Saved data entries
Start of Block
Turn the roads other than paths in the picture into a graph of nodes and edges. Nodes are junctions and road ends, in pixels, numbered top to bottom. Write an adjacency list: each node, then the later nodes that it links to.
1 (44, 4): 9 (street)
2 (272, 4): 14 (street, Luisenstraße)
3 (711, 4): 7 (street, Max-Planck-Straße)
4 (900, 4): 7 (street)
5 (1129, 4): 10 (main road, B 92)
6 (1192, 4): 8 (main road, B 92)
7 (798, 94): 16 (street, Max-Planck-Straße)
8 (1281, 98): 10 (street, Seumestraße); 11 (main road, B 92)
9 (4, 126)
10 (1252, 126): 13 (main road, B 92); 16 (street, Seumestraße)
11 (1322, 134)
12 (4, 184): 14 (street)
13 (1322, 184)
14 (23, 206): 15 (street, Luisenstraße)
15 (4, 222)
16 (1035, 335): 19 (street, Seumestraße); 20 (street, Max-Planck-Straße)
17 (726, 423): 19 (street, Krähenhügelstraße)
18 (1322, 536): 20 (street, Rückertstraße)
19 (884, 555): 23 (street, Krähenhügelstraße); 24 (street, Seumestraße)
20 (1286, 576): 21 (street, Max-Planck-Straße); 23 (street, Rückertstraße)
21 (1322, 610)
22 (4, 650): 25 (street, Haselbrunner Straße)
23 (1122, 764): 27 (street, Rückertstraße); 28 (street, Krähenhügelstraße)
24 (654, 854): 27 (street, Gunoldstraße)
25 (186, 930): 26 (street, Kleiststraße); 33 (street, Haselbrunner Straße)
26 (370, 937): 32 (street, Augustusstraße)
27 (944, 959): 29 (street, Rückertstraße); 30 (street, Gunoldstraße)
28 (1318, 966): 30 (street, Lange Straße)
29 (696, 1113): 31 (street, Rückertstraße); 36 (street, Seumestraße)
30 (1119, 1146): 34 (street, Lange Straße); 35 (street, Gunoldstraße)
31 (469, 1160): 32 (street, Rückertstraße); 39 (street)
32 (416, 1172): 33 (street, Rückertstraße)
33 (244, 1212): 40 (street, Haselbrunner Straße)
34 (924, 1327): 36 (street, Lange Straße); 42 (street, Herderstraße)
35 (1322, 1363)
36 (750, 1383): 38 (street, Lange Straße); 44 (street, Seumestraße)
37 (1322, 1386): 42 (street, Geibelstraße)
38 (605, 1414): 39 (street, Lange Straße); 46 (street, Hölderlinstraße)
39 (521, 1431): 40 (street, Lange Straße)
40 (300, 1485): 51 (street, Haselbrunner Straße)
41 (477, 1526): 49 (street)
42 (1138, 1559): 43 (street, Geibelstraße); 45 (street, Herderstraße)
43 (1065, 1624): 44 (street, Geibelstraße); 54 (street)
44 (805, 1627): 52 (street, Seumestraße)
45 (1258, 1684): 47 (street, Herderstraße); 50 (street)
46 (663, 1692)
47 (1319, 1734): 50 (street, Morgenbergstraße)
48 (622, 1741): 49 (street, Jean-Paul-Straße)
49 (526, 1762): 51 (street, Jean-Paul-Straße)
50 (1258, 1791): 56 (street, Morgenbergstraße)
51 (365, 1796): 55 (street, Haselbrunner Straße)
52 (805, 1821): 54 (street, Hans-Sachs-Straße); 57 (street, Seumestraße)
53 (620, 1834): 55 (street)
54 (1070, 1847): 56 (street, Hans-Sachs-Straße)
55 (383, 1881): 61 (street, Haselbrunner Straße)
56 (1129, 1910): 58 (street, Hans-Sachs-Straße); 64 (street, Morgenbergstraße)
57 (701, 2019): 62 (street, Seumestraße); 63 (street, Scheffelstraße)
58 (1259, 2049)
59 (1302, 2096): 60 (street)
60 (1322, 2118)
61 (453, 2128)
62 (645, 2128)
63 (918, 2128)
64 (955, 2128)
End of Block
Task item
Output an exact copy of each record.

Task output
Turn the roads other than paths in the picture into a graph of nodes and edges. Nodes are junctions and road ends, in pixels, numbered top to bottom. Write an adjacency list: each node, then the later nodes that it links to.
1 (44, 4): 9 (street)
2 (272, 4): 14 (street, Luisenstraße)
3 (711, 4): 7 (street, Max-Planck-Straße)
4 (900, 4): 7 (street)
5 (1129, 4): 10 (main road, B 92)
6 (1192, 4): 8 (main road, B 92)
7 (798, 94): 16 (street, Max-Planck-Straße)
8 (1281, 98): 10 (street, Seumestraße); 11 (main road, B 92)
9 (4, 126)
10 (1252, 126): 13 (main road, B 92); 16 (street, Seumestraße)
11 (1322, 134)
12 (4, 184): 14 (street)
13 (1322, 184)
14 (23, 206): 15 (street, Luisenstraße)
15 (4, 222)
16 (1035, 335): 19 (street, Seumestraße); 20 (street, Max-Planck-Straße)
17 (726, 423): 19 (street, Krähenhügelstraße)
18 (1322, 536): 20 (street, Rückertstraße)
19 (884, 555): 23 (street, Krähenhügelstraße); 24 (street, Seumestraße)
20 (1286, 576): 21 (street, Max-Planck-Straße); 23 (street, Rückertstraße)
21 (1322, 610)
22 (4, 650): 25 (street, Haselbrunner Straße)
23 (1122, 764): 27 (street, Rückertstraße); 28 (street, Krähenhügelstraße)
24 (654, 854): 27 (street, Gunoldstraße)
25 (186, 930): 26 (street, Kleiststraße); 33 (street, Haselbrunner Straße)
26 (370, 937): 32 (street, Augustusstraße)
27 (944, 959): 29 (street, Rückertstraße); 30 (street, Gunoldstraße)
28 (1318, 966): 30 (street, Lange Straße)
29 (696, 1113): 31 (street, Rückertstraße); 36 (street, Seumestraße)
30 (1119, 1146): 34 (street, Lange Straße); 35 (street, Gunoldstraße)
31 (469, 1160): 32 (street, Rückertstraße); 39 (street)
32 (416, 1172): 33 (street, Rückertstraße)
33 (244, 1212): 40 (street, Haselbrunner Straße)
34 (924, 1327): 36 (street, Lange Straße); 42 (street, Herderstraße)
35 (1322, 1363)
36 (750, 1383): 38 (street, Lange Straße); 44 (street, Seumestraße)
37 (1322, 1386): 42 (street, Geibelstraße)
38 (605, 1414): 39 (street, Lange Straße); 46 (street, Hölderlinstraße)
39 (521, 1431): 40 (street, Lange Straße)
40 (300, 1485): 51 (street, Haselbrunner Straße)
41 (477, 1526): 49 (street)
42 (1138, 1559): 43 (street, Geibelstraße); 45 (street, Herderstraße)
43 (1065, 1624): 44 (street, Geibelstraße); 54 (street)
44 (805, 1627): 52 (street, Seumestraße)
45 (1258, 1684): 47 (street, Herderstraße); 50 (street)
46 (663, 1692)
47 (1319, 1734): 50 (street, Morgenbergstraße)
48 (622, 1741): 49 (street, Jean-Paul-Straße)
49 (526, 1762): 51 (street, Jean-Paul-Straße)
50 (1258, 1791): 56 (street, Morgenbergstraße)
51 (365, 1796): 55 (street, Haselbrunner Straße)
52 (805, 1821): 54 (street, Hans-Sachs-Straße); 57 (street, Seumestraße)
53 (620, 1834): 55 (street)
54 (1070, 1847): 56 (street, Hans-Sachs-Straße)
55 (383, 1881): 61 (street, Haselbrunner Straße)
56 (1129, 1910): 58 (street, Hans-Sachs-Straße); 64 (street, Morgenbergstraße)
57 (701, 2019): 62 (street, Seumestraße); 63 (street, Scheffelstraße)
58 (1259, 2049)
59 (1302, 2096): 60 (street)
60 (1322, 2118)
61 (453, 2128)
62 (645, 2128)
63 (918, 2128)
64 (955, 2128)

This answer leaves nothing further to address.